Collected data
<<<<
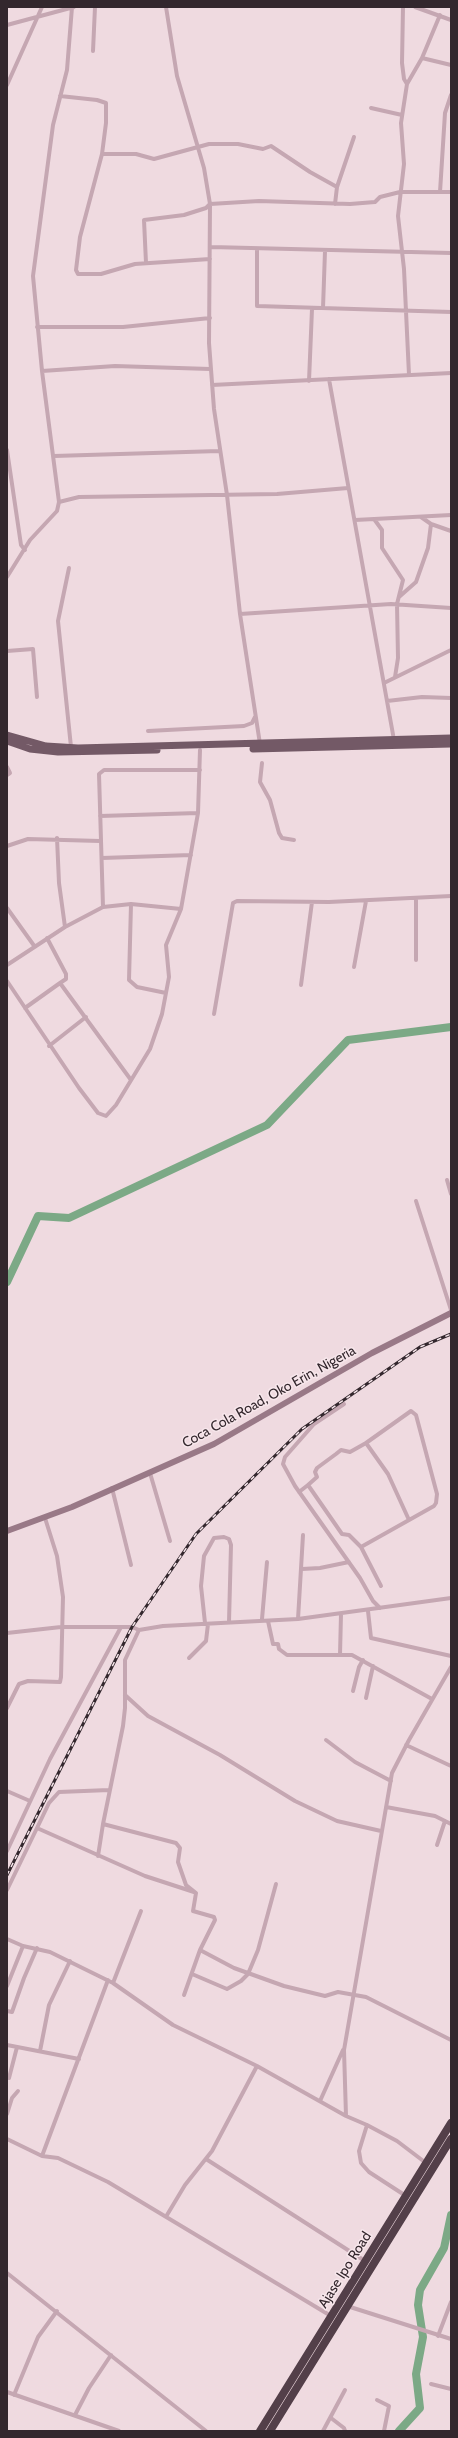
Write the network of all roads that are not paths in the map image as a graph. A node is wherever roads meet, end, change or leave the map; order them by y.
1 (42, 7) edge
2 (73, 7) edge
3 (95, 7) edge
4 (166, 7) edge
5 (403, 7) edge
6 (415, 7) edge
7 (38, 15) junction
8 (440, 15) junction
9 (451, 20) edge
10 (7, 25) edge
11 (93, 51) dead end
12 (422, 58) junction
13 (451, 65) edge
14 (407, 84) junction
15 (7, 85) edge
16 (60, 96) junction
17 (451, 96) edge
18 (371, 108) dead end
19 (445, 113) junction
20 (451, 114) edge
21 (402, 115) junction
22 (354, 137) dead end
23 (198, 148) junction
24 (102, 154) junction
25 (337, 187) junction
26 (400, 192) junction
27 (440, 192) junction
28 (451, 192) edge
29 (210, 204) junction
30 (335, 204) junction
31 (211, 247) junction
32 (257, 250) junction
33 (325, 251) junction
34 (402, 252) junction
35 (451, 253) edge
36 (210, 259) junction
37 (146, 263) junction
38 (323, 308) junction
39 (312, 309) junction
40 (406, 312) junction
41 (451, 312) edge
42 (210, 318) junction
43 (37, 327) junction
44 (210, 369) junction
45 (42, 371) junction
46 (451, 373) edge
47 (409, 375) junction
48 (329, 379) junction
49 (309, 381) junction
50 (212, 385) junction
51 (7, 450) edge
52 (219, 451) junction
53 (54, 456) junction
54 (348, 488) junction
55 (227, 495) junction
56 (59, 502) junction
57 (451, 516) edge
58 (421, 517) junction
59 (374, 519) junction
60 (355, 520) junction
61 (431, 524) junction
62 (451, 531) edge
63 (25, 550) junction
64 (69, 568) dead end
65 (7, 577) edge
66 (399, 597) junction
67 (397, 604) junction
68 (371, 605) junction
69 (451, 608) edge
70 (240, 614) junction
71 (451, 650) edge
72 (7, 651) edge
73 (395, 677) junction
74 (384, 683) junction
75 (37, 697) dead end
76 (451, 698) edge
77 (387, 701) junction
78 (256, 717) junction
79 (148, 731) dead end
80 (7, 735) edge
81 (451, 738) edge
82 (394, 740) junction
83 (7, 741) edge
84 (451, 744) edge
85 (260, 746) junction
86 (71, 747) junction
87 (200, 750) junction
88 (262, 763) dead end
89 (7, 767) edge
90 (200, 770) junction
91 (7, 775) edge
92 (198, 813) junction
93 (100, 816) junction
94 (57, 838) junction
95 (294, 840) dead end
96 (100, 841) junction
97 (7, 846) edge
98 (191, 855) junction
99 (102, 858) junction
100 (451, 896) edge
101 (416, 898) junction
102 (366, 901) junction
103 (312, 902) junction
104 (131, 904) junction
105 (103, 907) junction
106 (7, 908) edge
107 (181, 909) junction
108 (65, 927) junction
109 (47, 938) junction
110 (35, 947) junction
111 (416, 960) dead end
112 (7, 965) edge
113 (354, 967) dead end
114 (7, 981) edge
115 (60, 983) junction
116 (301, 985) dead end
117 (166, 993) junction
118 (25, 1008) junction
119 (214, 1014) dead end
120 (86, 1017) junction
121 (49, 1046) junction
122 (131, 1080) junction
123 (447, 1180) dead end
124 (451, 1194) edge
125 (416, 1201) dead end
126 (451, 1310) edge
127 (451, 1313) edge
128 (344, 1404) dead end
129 (366, 1443) junction
130 (150, 1472) junction
131 (308, 1485) junction
132 (112, 1488) junction
133 (299, 1492) junction
134 (45, 1518) junction
135 (409, 1520) junction
136 (7, 1531) edge
137 (303, 1535) dead end
138 (170, 1541) dead end
139 (361, 1547) junction
140 (267, 1562) dead end
141 (349, 1562) junction
142 (132, 1565) dead end
143 (302, 1569) junction
144 (381, 1586) dead end
145 (451, 1598) edge
146 (380, 1608) junction
147 (368, 1611) junction
148 (341, 1614) junction
149 (262, 1619) junction
150 (298, 1619) junction
151 (268, 1621) junction
152 (228, 1622) junction
153 (206, 1624) junction
154 (61, 1627) junction
155 (121, 1628) junction
156 (140, 1630) junction
157 (7, 1633) edge
158 (340, 1655) junction
159 (451, 1656) edge
160 (188, 1658) dead end
161 (363, 1660) junction
162 (373, 1666) junction
163 (451, 1668) edge
164 (353, 1690) dead end
165 (125, 1696) junction
166 (366, 1698) dead end
167 (432, 1699) junction
168 (134, 1705) junction
169 (7, 1708) edge
170 (125, 1708) junction
171 (326, 1740) dead end
172 (406, 1745) junction
173 (451, 1766) edge
174 (391, 1781) junction
175 (109, 1790) junction
176 (7, 1791) edge
177 (30, 1801) junction
178 (386, 1807) junction
179 (445, 1821) junction
180 (103, 1824) junction
181 (451, 1824) edge
182 (37, 1828) junction
183 (381, 1831) junction
184 (437, 1845) dead end
185 (7, 1851) edge
186 (98, 1856) junction
187 (276, 1884) dead end
188 (7, 1890) edge
189 (196, 1893) junction
190 (141, 1911) dead end
191 (7, 1939) edge
192 (23, 1946) junction
193 (37, 1948) junction
194 (200, 1950) junction
195 (70, 1961) junction
196 (192, 1974) junction
197 (248, 1974) junction
198 (108, 1980) junction
199 (113, 1983) junction
200 (7, 1986) edge
201 (184, 1995) dead end
202 (352, 1996) junction
203 (7, 2011) edge
204 (451, 2040) edge
205 (7, 2045) edge
206 (17, 2047) junction
207 (344, 2050) junction
208 (40, 2051) junction
209 (79, 2059) junction
210 (257, 2066) junction
211 (9, 2078) dead end
212 (18, 2091) dead end
213 (320, 2101) junction
214 (7, 2114) edge
215 (346, 2116) junction
216 (451, 2123) edge
217 (367, 2125) junction
218 (451, 2139) edge
219 (7, 2140) edge
220 (42, 2156) junction
221 (206, 2159) junction
222 (426, 2163) junction
223 (417, 2186) junction
224 (406, 2196) junction
225 (167, 2215) junction
226 (366, 2261) junction
227 (7, 2273) edge
228 (451, 2302) edge
229 (347, 2306) junction
230 (57, 2311) junction
231 (332, 2316) junction
232 (438, 2336) junction
233 (451, 2339) edge
234 (111, 2355) junction
235 (430, 2384) dead end
236 (451, 2389) edge
237 (344, 2390) dead end
238 (7, 2392) edge
239 (14, 2395) junction
240 (378, 2400) dead end
241 (75, 2415) junction
242 (331, 2418) junction
243 (119, 2431) edge
244 (206, 2431) edge
245 (260, 2431) edge
246 (270, 2431) edge
247 (323, 2431) edge
248 (345, 2431) edge
249 (384, 2431) edge

1 - 7 street
2 - 7 street
2 - 16 street
3 - 11 street
4 - 23 street
5 - 14 street
6 - 8 street
7 - 10 street
7 - 15 street
8 - 9 street
8 - 12 street
12 - 13 street
12 - 14 street
14 - 21 street
16 - 24 street
16 - 43 street
17 - 19 street
18 - 21 street
19 - 20 street
19 - 27 street
21 - 26 street
22 - 25 street
23 - 24 street
23 - 25 street
23 - 29 street
24 - 37 street
25 - 30 street
26 - 27 street
26 - 30 street
26 - 34 street
27 - 28 street
29 - 30 street
29 - 31 street
29 - 37 street
31 - 32 street
31 - 36 street
32 - 33 street
32 - 39 street
33 - 34 street
33 - 38 street
34 - 35 street
34 - 40 street
36 - 37 street
36 - 42 street
38 - 39 street
38 - 40 street
39 - 49 street
40 - 41 street
40 - 47 street
42 - 43 street
42 - 44 street
43 - 45 street
44 - 45 street
44 - 50 street
45 - 53 street
46 - 47 street
47 - 48 street
48 - 49 street
48 - 54 street
49 - 50 street
50 - 52 street
51 - 63 street
52 - 53 street
52 - 55 street
53 - 56 street
54 - 55 street
54 - 60 street
55 - 56 street
55 - 70 street
56 - 63 street
57 - 58 street
58 - 59 street
58 - 61 street
59 - 60 street
59 - 66 street
60 - 68 street
61 - 62 street
61 - 66 street
63 - 65 street
64 - 86 street
66 - 67 street
67 - 68 street
67 - 69 street
67 - 73 street
68 - 70 street
68 - 74 street
70 - 78 street
71 - 73 street
72 - 75 street
73 - 74 street
74 - 77 street
76 - 77 street
77 - 82 street
78 - 79 street
78 - 85 street
80 - 86 main road
81 - 82 main road
82 - 85 main road
83 - 87 main road
84 - 85 main road
85 - 86 main road
85 - 87 main road
87 - 90 street
88 - 95 street
89 - 91 street
90 - 92 street
90 - 93 street
92 - 93 street
92 - 98 street
93 - 96 street
94 - 96 street
94 - 97 street
94 - 108 street
96 - 99 street
98 - 99 street
98 - 107 street
99 - 105 street
100 - 101 street
101 - 102 street
101 - 111 street
102 - 103 street
102 - 113 street
103 - 116 street
103 - 119 street
104 - 105 street
104 - 107 street
104 - 117 street
105 - 108 street
106 - 110 street
107 - 117 street
108 - 109 street
109 - 110 street
109 - 115 street
110 - 112 street
114 - 118 street
115 - 118 street
115 - 120 street
117 - 122 street
118 - 121 street
120 - 121 street
120 - 122 street
121 - 122 street
123 - 124 street
125 - 126 street
127 - 130 street, Coca Cola Road, Oko Erin, Nigeria
128 - 133 street
129 - 131 street
129 - 135 street
129 - 135 street
130 - 132 street, Coca Cola Road, Oko Erin, Nigeria
130 - 138 street
131 - 133 street
131 - 139 street
132 - 134 street, Coca Cola Road, Oko Erin, Nigeria
132 - 142 street
133 - 141 street
134 - 136 street, Coca Cola Road, Oko Erin, Nigeria
134 - 154 street
135 - 139 street
137 - 143 street
139 - 144 street
140 - 149 street
141 - 143 street
141 - 146 street
143 - 150 street
145 - 146 street
146 - 147 street
147 - 148 street
147 - 159 street
148 - 150 street
148 - 158 street
149 - 151 street
149 - 152 street
150 - 151 street
151 - 158 street
152 - 153 street
152 - 153 street
153 - 156 street
153 - 160 street
154 - 155 street
154 - 157 street
154 - 169 street
155 - 156 street
155 - 177 street
156 - 165 street
158 - 161 street
161 - 162 street
161 - 164 street
162 - 166 street
162 - 167 street
163 - 167 street
165 - 168 street
165 - 170 street
167 - 172 street
168 - 170 street
168 - 183 street
170 - 175 street
171 - 174 street
172 - 173 street
172 - 174 street
174 - 178 street
175 - 180 street
175 - 182 street
176 - 177 street
177 - 185 street
178 - 179 street
178 - 183 street
179 - 181 street
179 - 184 street
180 - 186 street
180 - 189 street
182 - 186 street
182 - 188 street
183 - 202 street
186 - 189 street
187 - 197 street
189 - 194 street
190 - 199 street
191 - 192 street
192 - 193 street
192 - 200 street
193 - 195 street
193 - 203 street
194 - 196 street
194 - 197 street
195 - 198 street
195 - 208 street
196 - 197 street
196 - 201 street
197 - 202 street
198 - 199 street
198 - 209 street
199 - 210 street
202 - 204 street
202 - 207 street
205 - 206 street
206 - 208 street
206 - 211 street
207 - 213 street
207 - 215 street
208 - 209 street
209 - 220 street
210 - 213 street
210 - 221 street
212 - 214 street
213 - 215 street
215 - 217 street
216 - 222 highway, Ajase Ipo Road
217 - 222 street
217 - 224 street
218 - 223 highway, Ajase Ipo Road
219 - 220 street
220 - 225 street
221 - 225 street
221 - 226 street
222 - 223 highway, Ajase Ipo Road
223 - 224 highway, Ajase Ipo Road
223 - 229 highway, Ajase Ipo Road
224 - 226 highway, Ajase Ipo Road
225 - 231 street
226 - 231 highway, Ajase Ipo Road
227 - 230 street
228 - 232 street
229 - 232 street
229 - 246 highway, Ajase Ipo Road
230 - 234 street
230 - 239 street
231 - 245 highway, Ajase Ipo Road
232 - 233 street
234 - 241 street
234 - 244 street
235 - 236 street
237 - 242 street
238 - 239 street
239 - 241 street
240 - 249 street
241 - 243 street
242 - 247 street
242 - 248 street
>>>>
### [Work required]
Your response should contain each line of the entries above that holds the string "main".

### [Exercise output]
80 - 86 main road
81 - 82 main road
82 - 85 main road
83 - 87 main road
84 - 85 main road
85 - 86 main road
85 - 87 main road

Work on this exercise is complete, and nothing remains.